Alle Versuche aus den 80igern und 90igern, Schnittstellen zwischen regionalen Einholern/Verteilern mit der Bahn stabil hin zu bekommen, sind an der Qualität der Bahn gescheitert.
Es gab z.B. die Idee, die nationalen Quertransporte (über Nacht) im nationalen Paketdienst auf die Bahn zu legen. Hat alles nicht geklappt.
Nur wenn der Preis für Strassentransporte erheblich steigen würde, gebe es ein zurück auf die Schiene. Privatbahnen hätten dann eine Marktchance. Bei der Bahn habe ich keine Hoffnung.
hermann meint
Jörg2,
danke
Olli meint
Was für ein Bullshit. Warum nicht einfach die Güter per Schiene transportieren und von Verteilzentren die letzten km per E-LKW? Auf der Schiene gibt es noch Diesel-Locks und das Geld geht in solche bescheuerten Projekte….
newchie meint
Das ist nichts anderes als Geld an die Fa.

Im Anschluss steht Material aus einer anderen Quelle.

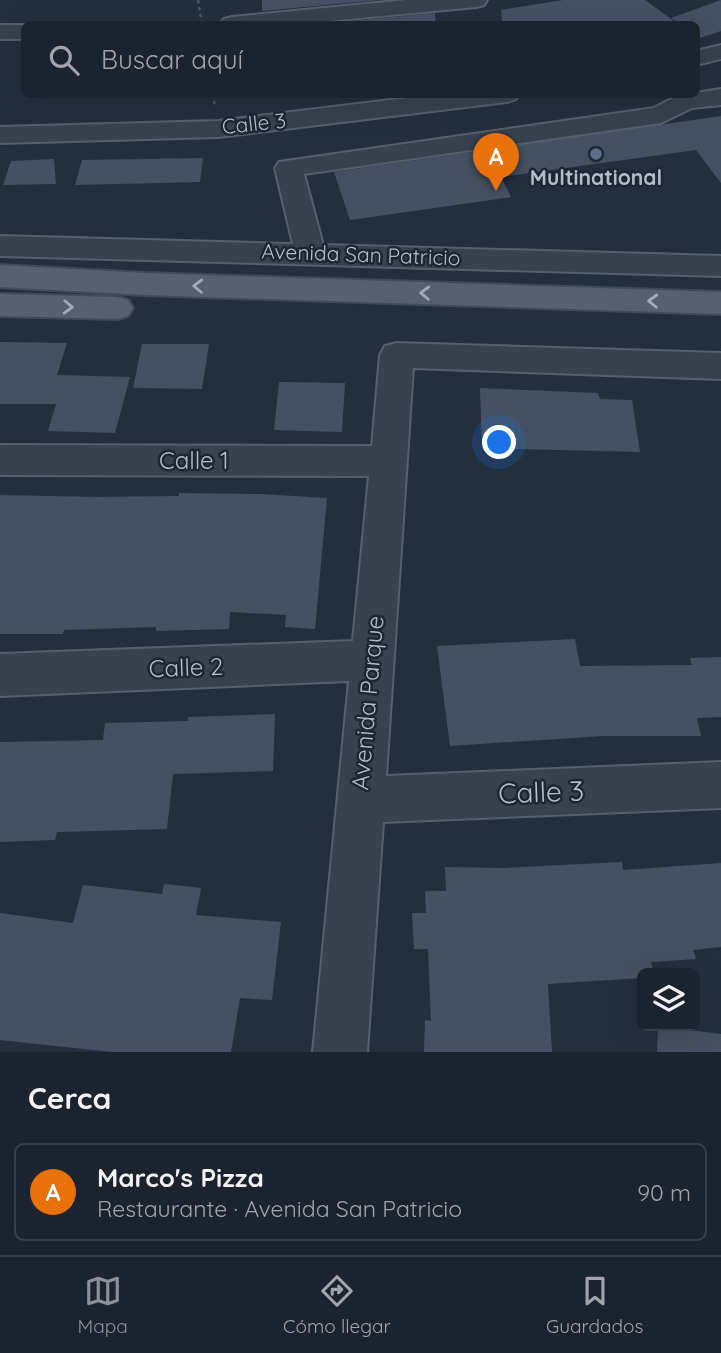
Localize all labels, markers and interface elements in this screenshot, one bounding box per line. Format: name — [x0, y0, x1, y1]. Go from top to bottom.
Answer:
search box — [21, 21, 700, 98]
icon: search — [45, 41, 83, 79]
text: Buscar aquí — [101, 43, 243, 76]
street label: Calle 3 — [220, 107, 287, 139]
pin: A — [473, 133, 519, 191]
marker: Multinational — [588, 146, 604, 162]
place label: Multinational — [530, 164, 662, 190]
street label: Avenida San Patricio — [261, 238, 461, 270]
one-way arrow — [192, 278, 203, 293]
one-way arrow — [420, 285, 431, 300]
one-way arrow — [647, 293, 658, 308]
one-way arrow — [63, 299, 74, 314]
your location — [482, 425, 516, 459]
street label: Calle 1 — [159, 445, 229, 475]
street label: Avenida Parque — [344, 615, 390, 791]
street label: Calle 2 — [148, 651, 224, 683]
street label: Calle 3 — [497, 773, 585, 810]
map controls — [637, 968, 700, 1031]
button: layers — [637, 968, 700, 1031]
text: Cerca — [28, 1079, 111, 1117]
text: Marco's Pizza — [97, 1161, 264, 1194]
text: A — [46, 1178, 60, 1207]
text: 90 m — [637, 1178, 691, 1207]
text: Restaurante · Avenida San Patricio — [97, 1194, 462, 1223]
tab: Mapa — [78, 1272, 128, 1338]
tab: Cómo llegar — [283, 1272, 391, 1338]
tab: Guardados — [546, 1272, 643, 1338]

SIEMENS.
Ein reines Lobbyprojekt!
Schwachsinn pur!
randomhuman meint
Normalerweise haben wir Oberleitungen ja schon für den schienengebundenen Verkehr. Bevor wir also anfangen die Autobahnen damit auszustatten, sollten wir vielleicht eher den restlichen Bahnverkehr elektrifizieren und die Güter wieder vermehrt auf die Schiene bringen. Dann würde man gleichzeitig auch das Problem mit den überfüllten Straßen beheben.
Lewellyn meint
Noch besser wäre, wenn die Oberleitungs-LKW dann eine extra Spur bekommen würden. Dann könnten sie mit mehr Anhängern fahren. Und vielleicht noch statt Gummi Stahlreifen und dann auf Schienen fahren, dann könnten Sie auch mehr Ladung transportieren.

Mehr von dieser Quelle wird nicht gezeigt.